Между тем, цивилизованный мир всегда развивался и развивается сейчас по принципам более сложной логики. Это касается в первую очередь экономики. Лишенная идеологических ограничений и штампов, она активно впитывала и впитывает в себя наиболее эффективные формы, независимо от их авторства и местной прописки. Именно такой гибридизированной по своему содержанию и является современная экономика Запада.
Важно отметить и то, что современные достижения Запада сформировались на эволюционной основе. Их фундаментальность и необратимость объясняется прежде всего этим фактором. Мы же полностью отбросили путь возможной эволюционной гибридизации. Разительный контраст между ожиданиями и существующей у нас в настоящее время реальностью, который стал результатом такой политики, является главной причиной усложнившегося политического и социального климата, массовых разочарований по поводу того, что осуществляется. Это тоже цена ошибок управленческих решений.

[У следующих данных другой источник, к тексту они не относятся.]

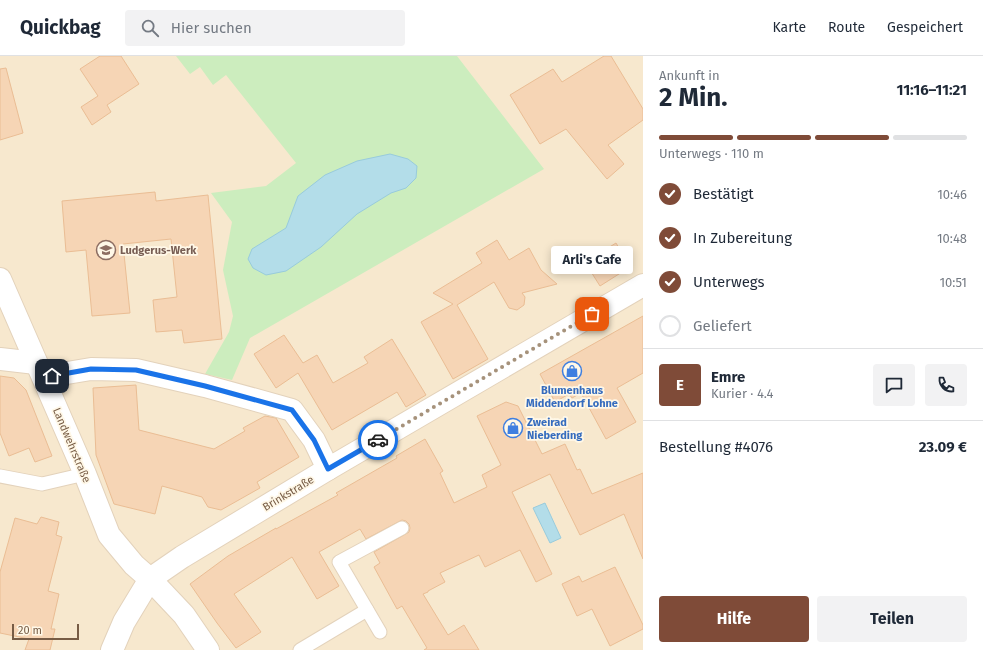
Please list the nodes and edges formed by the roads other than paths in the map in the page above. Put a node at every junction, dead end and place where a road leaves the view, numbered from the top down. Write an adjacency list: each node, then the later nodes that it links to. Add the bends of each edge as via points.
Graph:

Говорят, что не ошибается только тот, кто сидит сложа руки и ничего не делает. Мы же взяли на себя необычно тяжелую ношу - перестроить старый, давно отживший свой век мир тоталитаризма и унижения достоинства человеческой личности, ущемления прав человека. Мы ищем, мы действуем. Поэтому ошибки неизбежны. От них никто не застрахован. Но при всем этом важно видеть и другое: наша политика далеко не всегда была достаточно продуманной, глубоко взвешенной, реалистичной. Сегодня цена управленческих ошибок значительно возросла. Мы должны делать все, чтобы их было меньше, должны стать умнее, научиться жить, строить новое общество с наименьшими социальными издержками. Дай Бог нам в этом взвешенности и мудрости.